TRY IT:
Lines of the data that contain the word "roads" are the ones to copy.

INPUT:
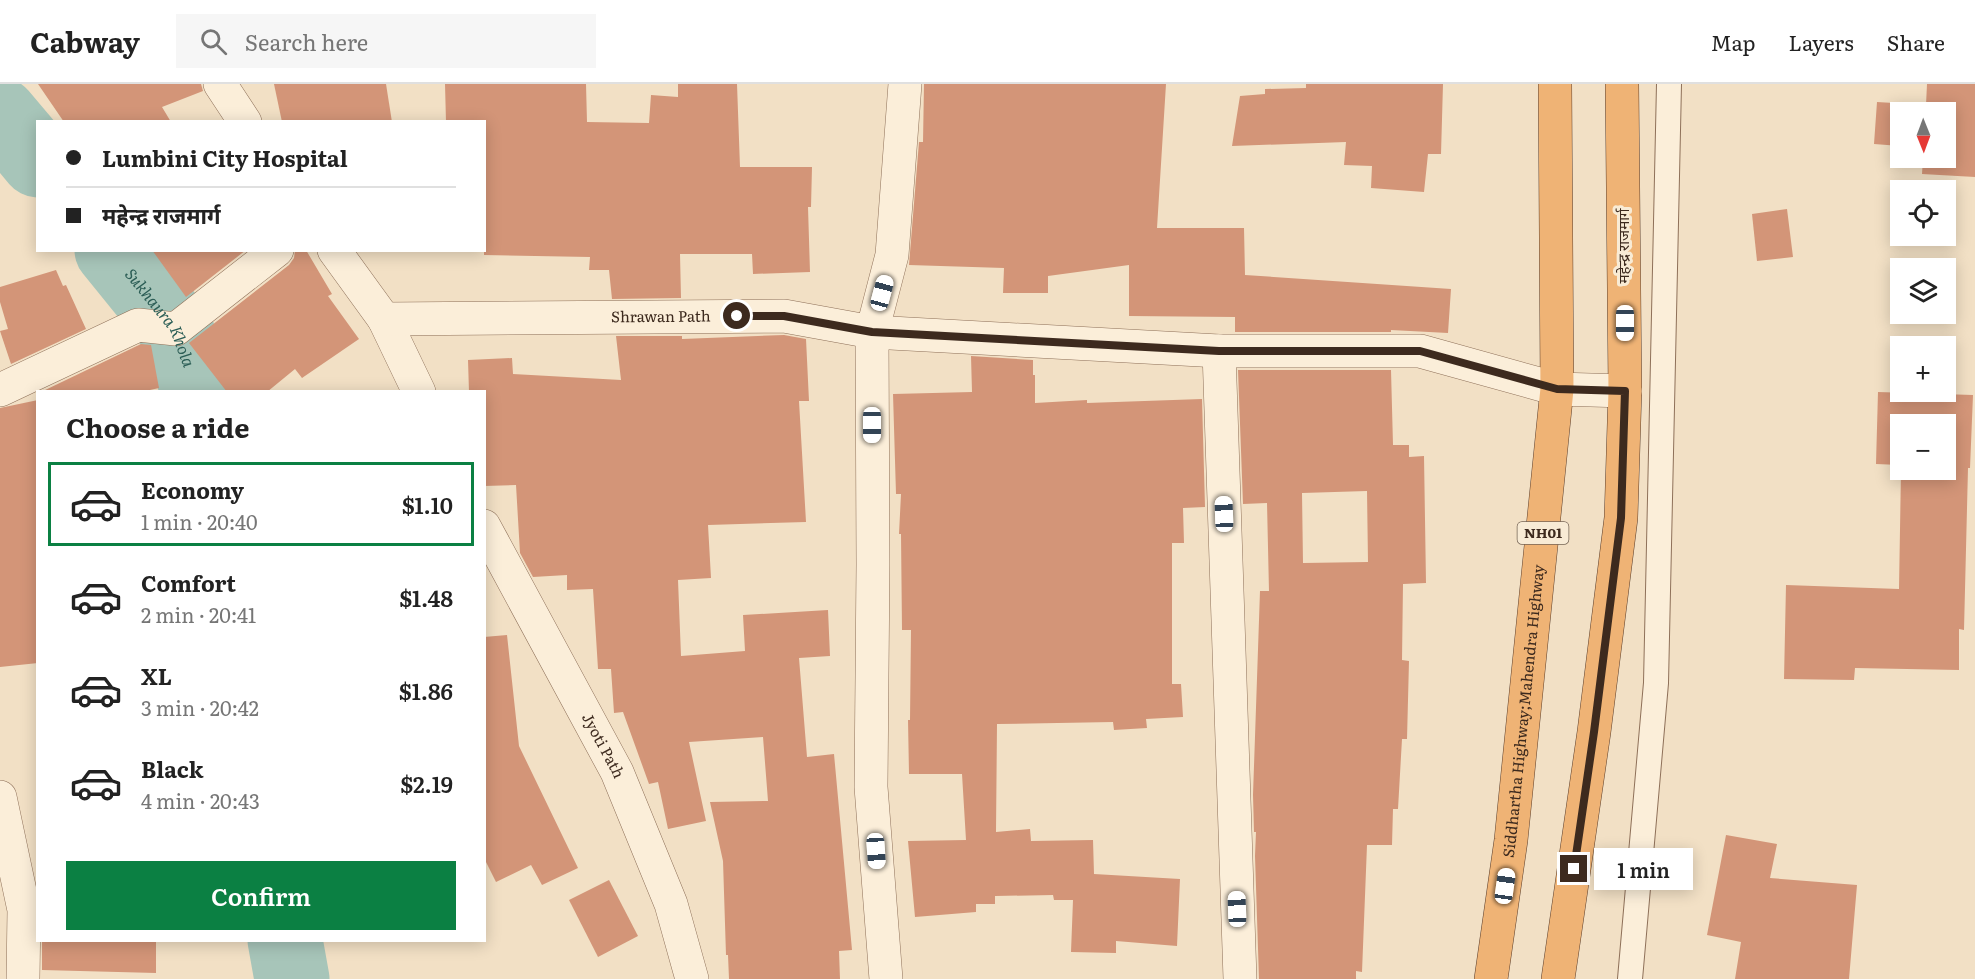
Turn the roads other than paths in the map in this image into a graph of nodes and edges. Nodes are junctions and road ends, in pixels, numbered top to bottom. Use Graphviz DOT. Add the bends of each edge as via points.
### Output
graph roads {
  1 [pos="220,84"];
  2 [pos="905,84"];
  3 [pos="1555,84"];
  4 [pos="1622,84"];
  5 [pos="1669,84"];
  6 [pos="244,120"];
  7 [pos="274,252"];
  8 [pos="335,252"];
  9 [pos="384,319"];
  10 [pos="872,332"];
  11 [pos="1219,351"];
  12 [pos="1557,389"];
  13 [pos="0,390"];
  14 [pos="418,390"];
  15 [pos="1625,391"];
  16 [pos="486,530"];
  17 [pos="0,797"];
  18 [pos="23,979"];
  19 [pos="692,979"];
  20 [pos="886,979"];
  21 [pos="1240,979"];
  22 [pos="1491,979"];
  23 [pos="1558,979"];
  24 [pos="1630,979"];
  1 -- 6 [label="street"];
  2 -- 10 [label="street" via="892,255"];
  3 -- 12 [label="highway, Siddhartha Highway;Mahendra Highway / NH01"];
  4 -- 15 [label="highway, महेन्द्र राजमार्ग"];
  5 -- 24 [label="lane" via="1656,683"];
  7 -- 13 [label="street" via="176,329 138,325"];
  8 -- 9 [label="street"];
  9 -- 10 [label="street, Shrawan Path" via="784,316"];
  9 -- 14 [label="street"];
  10 -- 11 [label="street, Shrawan Path"];
  10 -- 20 [label="street" via="871,787"];
  11 -- 12 [label="street, Shrawan Path" via="1420,351"];
  11 -- 21 [label="street"];
  12 -- 15 [label="street, Shrawan Path"];
  12 -- 22 [label="highway, Siddhartha Highway;Mahendra Highway / NH01" via="1511,840"];
  15 -- 23 [label="highway, महेन्द्र राजमार्ग" via="1621,518"];
  16 -- 19 [label="street, Jyoti Path" via="616,772 671,904"];
  17 -- 18 [label="street" via="24,910"];
}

TASK RESULT:
Turn the roads other than paths in the map in this image into a graph of nodes and edges. Nodes are junctions and road ends, in pixels, numbered top to bottom. Use Graphviz DOT. Add the bends of each edge as via points.
graph roads {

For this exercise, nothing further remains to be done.